Прошло пять лет. Сейчас, стоя на веранде дома, закутанная в пальто, с ее утренним кофе, она решает, что должна начать все заново. Как бы ни было больно услышать слова Милли два месяца тому назад, ее грубые, критичные слова об ее рисунках и картинах, она их заслуживала. Ее работы никому не адресованы. Она понимает, что у нее есть техника, что она, даже, небесталанна, но она загнала себя в угол, преследуя одну-единственную идею, и эта идея недостаточно крепка, чтобы вынести вес добиваемой цели. Она полагала, что деликатность ее штриха может привести ее в возвышенный и строгий мир, когда-то обитаемый Моранди. Она хотела рисовать картины, которые бы выказали немое чудо простых вещей, святой эфир, реющий в космосе между вещами, перевели бы человеческое существование в нечто мелкое, включающее в себя все там за нашими пределами, вокруг нас, точно так же, как она знает, что невидимое сейчас кладбище простирается перед ней, хотя она не может его видеть. Но она была неправа, доверившись лишь вещам, и только вещам, растратив ее время на бессчетное количество зданий в ее картинах и рисунках, на пустые улицы, лишенных людей, на гаражи, бензоколонки и фабрики, на мосты и эстакады дорог, на красные кирпичи старых складов, блестящих в сумрачном свете Нью Йорка. Все оказалось робким уходом, пустыми упражнениями в стиле, хотя единственное, что она хотела рисовать — это выражения ее чувств. Нет никакой надежды для нее ни в чем, кроме как в том, чтобы начать все сначала. Больше никаких неживых объектов, говорит она себе, никаких натюрмортов. Она возвращается к человеческой фигуре и заставит себя сделать штрих более смелым и более чувственным, более выразительным, более диким, если угодно, как могут быть дикими ее внутренние мысли.

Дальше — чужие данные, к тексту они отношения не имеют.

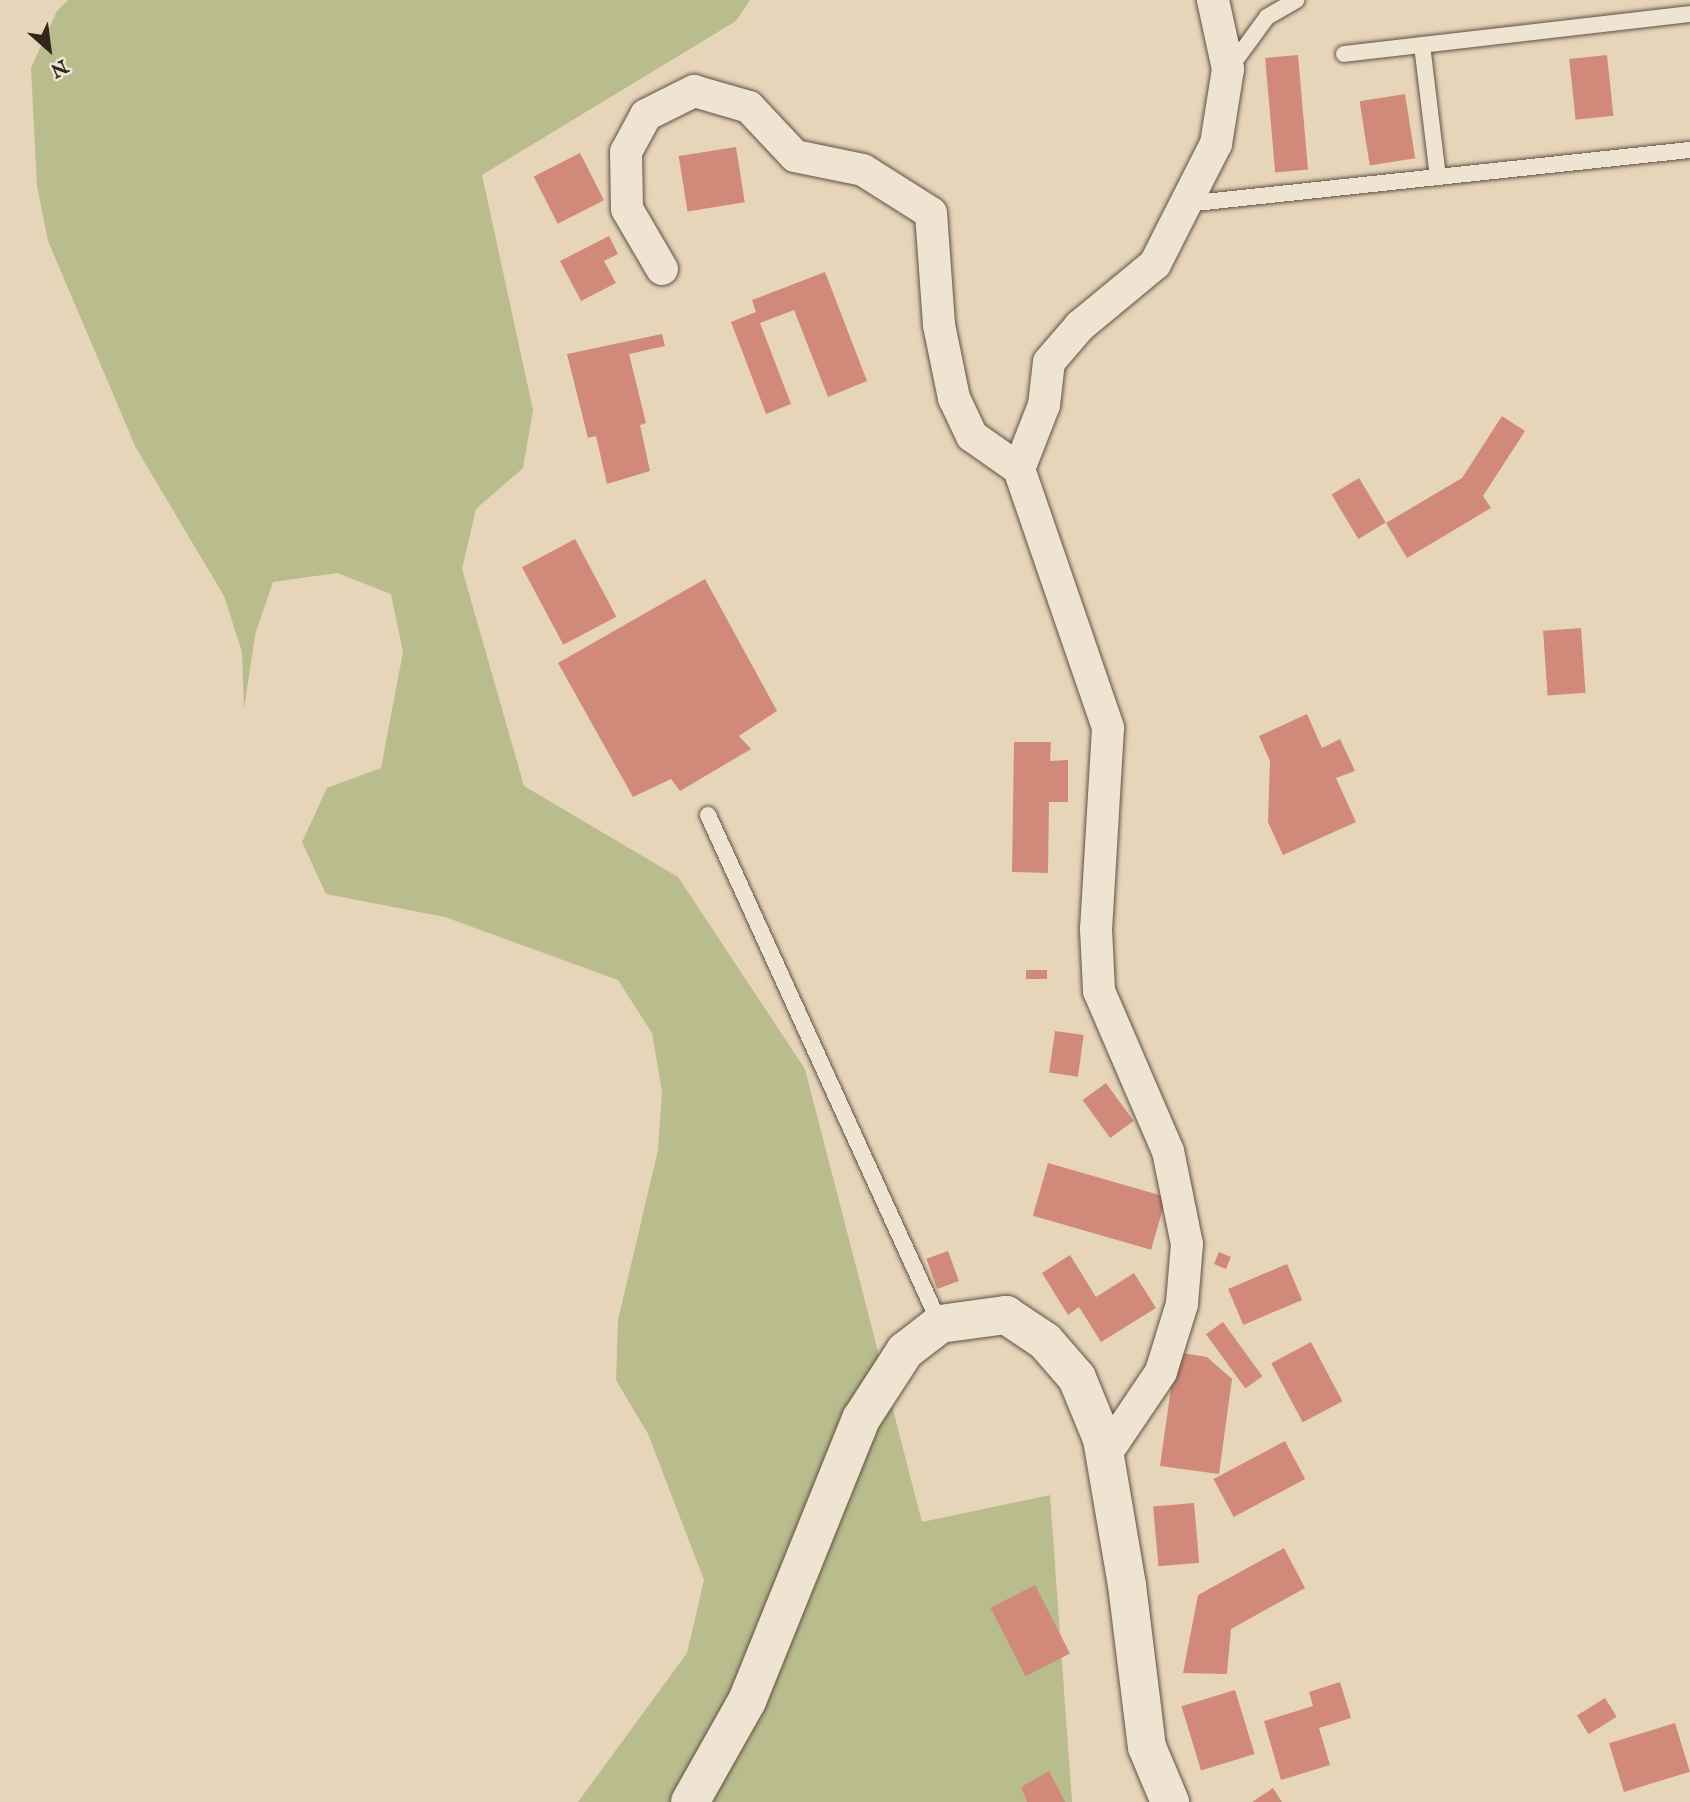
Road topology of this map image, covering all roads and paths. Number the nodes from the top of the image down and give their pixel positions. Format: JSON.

Она попросит Алис позировать ей. Сегодня воскресенье, тихое воскресенье без ничего особенного происходящего, и даже если Алис и будет работать сегодня над своей диссертацией, у нее найдется пара часов между сейчас и сном. Она возвращается в дом и поднимается по лестнице в свою комнату. Бинг и Алис все еще спят, и она идет осторожно, не желая их разбудить, снимает пальто и фланелевую пижаму и влезает в старые джинсы и толстый свитер, не беспокоя себя одеванием трусов и бюстгальтера, просто кожа под мягкой материей, желая почувствовать себя — насколько легка и подвижна она может быть сегодня, свободна на весь грядущий день. Она берет альбом для рисунков и Фэйбер-Кастелл карандаш с верха бюро, затем садится на кровать и открывает альбом на первой чистой странице. Держа карандаш в правой руке, она поднимает левую руку в воздух, наклоняет под углом сорок пять градусов и держит в подвешенном состоянии на расстоянии двенадцати дюймов от своего лица, изучая ее до тех пор, пока рука начинает казаться отдельной от ее тела. Теперь это — чужая рука, рука, принадлежащая кому-то другому, никому, женская рука с тонкими пальцами и закругленными ногтями, с полумесяцами у оснований ногтей, узкими запястьями с небольшим костяным утолщением, выступающим на левой стороне, с суставами и соединениями цвета слоновой кости, с почти прозрачной белой кожей поверх сетки кровеносных сосудов, с голубыми венами, несущих красную кровь, проникающую сквозь всю ее систему под ударам сердца и от движения воздуха в ее легких. Сгибы, запястье, фаланги, подкожное покрытие. Она прикладывает острие карандаша к пустому листу и начинает рисовать руку.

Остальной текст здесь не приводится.